Task details:
The answer consists solely of the data below, reproduced exactly.

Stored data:

****

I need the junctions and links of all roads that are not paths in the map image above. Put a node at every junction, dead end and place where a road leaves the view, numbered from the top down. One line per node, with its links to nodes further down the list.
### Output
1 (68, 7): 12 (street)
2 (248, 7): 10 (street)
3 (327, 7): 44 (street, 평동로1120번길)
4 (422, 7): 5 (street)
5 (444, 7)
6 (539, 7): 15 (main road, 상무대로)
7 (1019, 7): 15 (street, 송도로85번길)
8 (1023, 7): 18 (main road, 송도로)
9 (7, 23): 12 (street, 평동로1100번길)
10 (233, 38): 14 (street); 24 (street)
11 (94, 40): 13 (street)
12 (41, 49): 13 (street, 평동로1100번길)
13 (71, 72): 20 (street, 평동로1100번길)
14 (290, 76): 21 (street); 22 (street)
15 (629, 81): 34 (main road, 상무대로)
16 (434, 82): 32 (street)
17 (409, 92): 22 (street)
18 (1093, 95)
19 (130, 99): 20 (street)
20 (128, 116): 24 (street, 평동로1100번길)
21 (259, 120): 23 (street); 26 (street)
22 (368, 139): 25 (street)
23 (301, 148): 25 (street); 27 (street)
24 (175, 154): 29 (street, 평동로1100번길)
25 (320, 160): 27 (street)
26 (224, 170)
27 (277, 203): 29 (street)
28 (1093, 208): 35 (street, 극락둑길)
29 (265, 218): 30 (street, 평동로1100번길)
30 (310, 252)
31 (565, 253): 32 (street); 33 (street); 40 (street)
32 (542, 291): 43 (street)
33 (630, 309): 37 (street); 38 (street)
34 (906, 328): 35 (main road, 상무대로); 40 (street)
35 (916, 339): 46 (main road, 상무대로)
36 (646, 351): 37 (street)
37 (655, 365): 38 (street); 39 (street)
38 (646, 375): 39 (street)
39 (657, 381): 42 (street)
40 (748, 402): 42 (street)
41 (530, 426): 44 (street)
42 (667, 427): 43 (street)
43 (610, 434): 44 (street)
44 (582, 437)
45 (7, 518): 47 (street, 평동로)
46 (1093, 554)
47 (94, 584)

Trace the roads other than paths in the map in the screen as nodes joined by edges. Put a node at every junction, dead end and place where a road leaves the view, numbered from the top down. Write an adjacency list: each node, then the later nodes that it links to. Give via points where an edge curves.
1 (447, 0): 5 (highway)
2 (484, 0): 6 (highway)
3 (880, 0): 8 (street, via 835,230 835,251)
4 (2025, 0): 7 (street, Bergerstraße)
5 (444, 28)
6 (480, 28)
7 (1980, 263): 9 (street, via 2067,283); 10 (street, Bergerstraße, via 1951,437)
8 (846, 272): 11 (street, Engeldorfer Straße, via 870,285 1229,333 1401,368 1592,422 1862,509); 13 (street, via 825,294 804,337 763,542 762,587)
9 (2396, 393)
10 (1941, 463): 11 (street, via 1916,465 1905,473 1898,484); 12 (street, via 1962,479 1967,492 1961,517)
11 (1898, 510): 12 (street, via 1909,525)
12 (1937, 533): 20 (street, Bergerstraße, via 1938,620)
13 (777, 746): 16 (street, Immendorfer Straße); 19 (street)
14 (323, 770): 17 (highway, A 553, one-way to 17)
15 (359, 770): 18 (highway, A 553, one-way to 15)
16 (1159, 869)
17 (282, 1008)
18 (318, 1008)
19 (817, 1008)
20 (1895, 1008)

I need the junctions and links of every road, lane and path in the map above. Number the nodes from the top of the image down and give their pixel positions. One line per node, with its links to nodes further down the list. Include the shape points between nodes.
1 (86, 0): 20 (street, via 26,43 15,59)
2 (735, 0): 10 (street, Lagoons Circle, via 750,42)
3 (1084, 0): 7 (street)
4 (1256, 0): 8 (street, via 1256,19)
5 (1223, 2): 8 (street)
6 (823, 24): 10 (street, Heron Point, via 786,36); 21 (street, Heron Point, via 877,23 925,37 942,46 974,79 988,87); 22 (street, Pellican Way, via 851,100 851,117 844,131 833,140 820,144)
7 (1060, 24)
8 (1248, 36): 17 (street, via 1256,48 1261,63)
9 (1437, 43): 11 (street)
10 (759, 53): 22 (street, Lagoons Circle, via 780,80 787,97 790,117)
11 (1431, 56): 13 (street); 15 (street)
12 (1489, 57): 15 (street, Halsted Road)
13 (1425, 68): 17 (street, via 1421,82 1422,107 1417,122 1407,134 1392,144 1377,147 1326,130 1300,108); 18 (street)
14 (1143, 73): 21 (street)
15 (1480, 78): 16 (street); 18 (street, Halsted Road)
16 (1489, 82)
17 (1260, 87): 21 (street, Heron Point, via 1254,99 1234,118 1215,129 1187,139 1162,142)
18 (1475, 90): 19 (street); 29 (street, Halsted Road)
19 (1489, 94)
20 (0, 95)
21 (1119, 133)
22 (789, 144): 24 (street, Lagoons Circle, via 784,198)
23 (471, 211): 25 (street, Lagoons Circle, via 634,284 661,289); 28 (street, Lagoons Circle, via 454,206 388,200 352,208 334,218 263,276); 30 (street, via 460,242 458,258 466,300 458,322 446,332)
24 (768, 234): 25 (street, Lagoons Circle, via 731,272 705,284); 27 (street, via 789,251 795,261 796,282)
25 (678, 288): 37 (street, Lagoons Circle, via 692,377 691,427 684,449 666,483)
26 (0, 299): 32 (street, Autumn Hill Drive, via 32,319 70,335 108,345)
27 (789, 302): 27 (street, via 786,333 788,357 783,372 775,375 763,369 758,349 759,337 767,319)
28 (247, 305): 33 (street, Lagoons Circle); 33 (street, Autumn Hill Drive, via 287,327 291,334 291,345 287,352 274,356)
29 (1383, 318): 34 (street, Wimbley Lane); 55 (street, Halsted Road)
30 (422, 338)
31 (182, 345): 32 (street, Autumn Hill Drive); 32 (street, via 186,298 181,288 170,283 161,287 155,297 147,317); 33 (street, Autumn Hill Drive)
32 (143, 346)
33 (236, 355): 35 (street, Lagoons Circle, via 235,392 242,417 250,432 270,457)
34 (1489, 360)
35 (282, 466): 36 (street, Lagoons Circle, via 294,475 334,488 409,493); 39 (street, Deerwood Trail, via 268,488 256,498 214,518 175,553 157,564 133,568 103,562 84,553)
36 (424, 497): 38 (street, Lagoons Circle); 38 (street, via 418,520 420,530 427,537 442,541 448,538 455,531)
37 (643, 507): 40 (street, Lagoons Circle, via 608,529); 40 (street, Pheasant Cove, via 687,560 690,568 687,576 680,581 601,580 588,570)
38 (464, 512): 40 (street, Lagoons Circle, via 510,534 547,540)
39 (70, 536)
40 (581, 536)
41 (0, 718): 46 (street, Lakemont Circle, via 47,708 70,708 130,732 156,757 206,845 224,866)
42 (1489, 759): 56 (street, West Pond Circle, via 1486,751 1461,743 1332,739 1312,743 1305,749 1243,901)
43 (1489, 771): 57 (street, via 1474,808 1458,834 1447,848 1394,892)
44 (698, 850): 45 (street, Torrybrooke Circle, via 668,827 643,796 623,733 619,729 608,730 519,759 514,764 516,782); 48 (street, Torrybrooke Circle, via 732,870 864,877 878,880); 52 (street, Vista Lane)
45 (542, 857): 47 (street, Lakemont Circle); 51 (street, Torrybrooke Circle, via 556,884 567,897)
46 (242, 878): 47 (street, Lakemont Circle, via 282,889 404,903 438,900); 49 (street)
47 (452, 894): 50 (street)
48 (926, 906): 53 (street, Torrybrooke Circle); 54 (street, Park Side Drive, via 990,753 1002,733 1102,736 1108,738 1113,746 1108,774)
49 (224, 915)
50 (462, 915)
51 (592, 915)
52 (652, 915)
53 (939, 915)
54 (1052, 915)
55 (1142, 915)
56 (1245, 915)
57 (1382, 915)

****

Written solution:
I need the junctions and links of all roads that are not paths in the map image above. Put a node at every junction, dead end and place where a road leaves the view, numbered from the top down. One line per node, with its links to nodes further down the list.
### Output
1 (68, 7): 12 (street)
2 (248, 7): 10 (street)
3 (327, 7): 44 (street, 평동로1120번길)
4 (422, 7): 5 (street)
5 (444, 7)
6 (539, 7): 15 (main road, 상무대로)
7 (1019, 7): 15 (street, 송도로85번길)
8 (1023, 7): 18 (main road, 송도로)
9 (7, 23): 12 (street, 평동로1100번길)
10 (233, 38): 14 (street); 24 (street)
11 (94, 40): 13 (street)
12 (41, 49): 13 (street, 평동로1100번길)
13 (71, 72): 20 (street, 평동로1100번길)
14 (290, 76): 21 (street); 22 (street)
15 (629, 81): 34 (main road, 상무대로)
16 (434, 82): 32 (street)
17 (409, 92): 22 (street)
18 (1093, 95)
19 (130, 99): 20 (street)
20 (128, 116): 24 (street, 평동로1100번길)
21 (259, 120): 23 (street); 26 (street)
22 (368, 139): 25 (street)
23 (301, 148): 25 (street); 27 (street)
24 (175, 154): 29 (street, 평동로1100번길)
25 (320, 160): 27 (street)
26 (224, 170)
27 (277, 203): 29 (street)
28 (1093, 208): 35 (street, 극락둑길)
29 (265, 218): 30 (street, 평동로1100번길)
30 (310, 252)
31 (565, 253): 32 (street); 33 (street); 40 (street)
32 (542, 291): 43 (street)
33 (630, 309): 37 (street); 38 (street)
34 (906, 328): 35 (main road, 상무대로); 40 (street)
35 (916, 339): 46 (main road, 상무대로)
36 (646, 351): 37 (street)
37 (655, 365): 38 (street); 39 (street)
38 (646, 375): 39 (street)
39 (657, 381): 42 (street)
40 (748, 402): 42 (street)
41 (530, 426): 44 (street)
42 (667, 427): 43 (street)
43 (610, 434): 44 (street)
44 (582, 437)
45 (7, 518): 47 (street, 평동로)
46 (1093, 554)
47 (94, 584)

Trace the roads other than paths in the map in the screen as nodes joined by edges. Put a node at every junction, dead end and place where a road leaves the view, numbered from the top down. Write an adjacency list: each node, then the later nodes that it links to. Give via points where an edge curves.
1 (447, 0): 5 (highway)
2 (484, 0): 6 (highway)
3 (880, 0): 8 (street, via 835,230 835,251)
4 (2025, 0): 7 (street, Bergerstraße)
5 (444, 28)
6 (480, 28)
7 (1980, 263): 9 (street, via 2067,283); 10 (street, Bergerstraße, via 1951,437)
8 (846, 272): 11 (street, Engeldorfer Straße, via 870,285 1229,333 1401,368 1592,422 1862,509); 13 (street, via 825,294 804,337 763,542 762,587)
9 (2396, 393)
10 (1941, 463): 11 (street, via 1916,465 1905,473 1898,484); 12 (street, via 1962,479 1967,492 1961,517)
11 (1898, 510): 12 (street, via 1909,525)
12 (1937, 533): 20 (street, Bergerstraße, via 1938,620)
13 (777, 746): 16 (street, Immendorfer Straße); 19 (street)
14 (323, 770): 17 (highway, A 553, one-way to 17)
15 (359, 770): 18 (highway, A 553, one-way to 15)
16 (1159, 869)
17 (282, 1008)
18 (318, 1008)
19 (817, 1008)
20 (1895, 1008)

I need the junctions and links of every road, lane and path in the map above. Number the nodes from the top of the image down and give their pixel positions. One line per node, with its links to nodes further down the list. Include the shape points between nodes.
1 (86, 0): 20 (street, via 26,43 15,59)
2 (735, 0): 10 (street, Lagoons Circle, via 750,42)
3 (1084, 0): 7 (street)
4 (1256, 0): 8 (street, via 1256,19)
5 (1223, 2): 8 (street)
6 (823, 24): 10 (street, Heron Point, via 786,36); 21 (street, Heron Point, via 877,23 925,37 942,46 974,79 988,87); 22 (street, Pellican Way, via 851,100 851,117 844,131 833,140 820,144)
7 (1060, 24)
8 (1248, 36): 17 (street, via 1256,48 1261,63)
9 (1437, 43): 11 (street)
10 (759, 53): 22 (street, Lagoons Circle, via 780,80 787,97 790,117)
11 (1431, 56): 13 (street); 15 (street)
12 (1489, 57): 15 (street, Halsted Road)
13 (1425, 68): 17 (street, via 1421,82 1422,107 1417,122 1407,134 1392,144 1377,147 1326,130 1300,108); 18 (street)
14 (1143, 73): 21 (street)
15 (1480, 78): 16 (street); 18 (street, Halsted Road)
16 (1489, 82)
17 (1260, 87): 21 (street, Heron Point, via 1254,99 1234,118 1215,129 1187,139 1162,142)
18 (1475, 90): 19 (street); 29 (street, Halsted Road)
19 (1489, 94)
20 (0, 95)
21 (1119, 133)
22 (789, 144): 24 (street, Lagoons Circle, via 784,198)
23 (471, 211): 25 (street, Lagoons Circle, via 634,284 661,289); 28 (street, Lagoons Circle, via 454,206 388,200 352,208 334,218 263,276); 30 (street, via 460,242 458,258 466,300 458,322 446,332)
24 (768, 234): 25 (street, Lagoons Circle, via 731,272 705,284); 27 (street, via 789,251 795,261 796,282)
25 (678, 288): 37 (street, Lagoons Circle, via 692,377 691,427 684,449 666,483)
26 (0, 299): 32 (street, Autumn Hill Drive, via 32,319 70,335 108,345)
27 (789, 302): 27 (street, via 786,333 788,357 783,372 775,375 763,369 758,349 759,337 767,319)
28 (247, 305): 33 (street, Lagoons Circle); 33 (street, Autumn Hill Drive, via 287,327 291,334 291,345 287,352 274,356)
29 (1383, 318): 34 (street, Wimbley Lane); 55 (street, Halsted Road)
30 (422, 338)
31 (182, 345): 32 (street, Autumn Hill Drive); 32 (street, via 186,298 181,288 170,283 161,287 155,297 147,317); 33 (street, Autumn Hill Drive)
32 (143, 346)
33 (236, 355): 35 (street, Lagoons Circle, via 235,392 242,417 250,432 270,457)
34 (1489, 360)
35 (282, 466): 36 (street, Lagoons Circle, via 294,475 334,488 409,493); 39 (street, Deerwood Trail, via 268,488 256,498 214,518 175,553 157,564 133,568 103,562 84,553)
36 (424, 497): 38 (street, Lagoons Circle); 38 (street, via 418,520 420,530 427,537 442,541 448,538 455,531)
37 (643, 507): 40 (street, Lagoons Circle, via 608,529); 40 (street, Pheasant Cove, via 687,560 690,568 687,576 680,581 601,580 588,570)
38 (464, 512): 40 (street, Lagoons Circle, via 510,534 547,540)
39 (70, 536)
40 (581, 536)
41 (0, 718): 46 (street, Lakemont Circle, via 47,708 70,708 130,732 156,757 206,845 224,866)
42 (1489, 759): 56 (street, West Pond Circle, via 1486,751 1461,743 1332,739 1312,743 1305,749 1243,901)
43 (1489, 771): 57 (street, via 1474,808 1458,834 1447,848 1394,892)
44 (698, 850): 45 (street, Torrybrooke Circle, via 668,827 643,796 623,733 619,729 608,730 519,759 514,764 516,782); 48 (street, Torrybrooke Circle, via 732,870 864,877 878,880); 52 (street, Vista Lane)
45 (542, 857): 47 (street, Lakemont Circle); 51 (street, Torrybrooke Circle, via 556,884 567,897)
46 (242, 878): 47 (street, Lakemont Circle, via 282,889 404,903 438,900); 49 (street)
47 (452, 894): 50 (street)
48 (926, 906): 53 (street, Torrybrooke Circle); 54 (street, Park Side Drive, via 990,753 1002,733 1102,736 1108,738 1113,746 1108,774)
49 (224, 915)
50 (462, 915)
51 (592, 915)
52 (652, 915)
53 (939, 915)
54 (1052, 915)
55 (1142, 915)
56 (1245, 915)
57 (1382, 915)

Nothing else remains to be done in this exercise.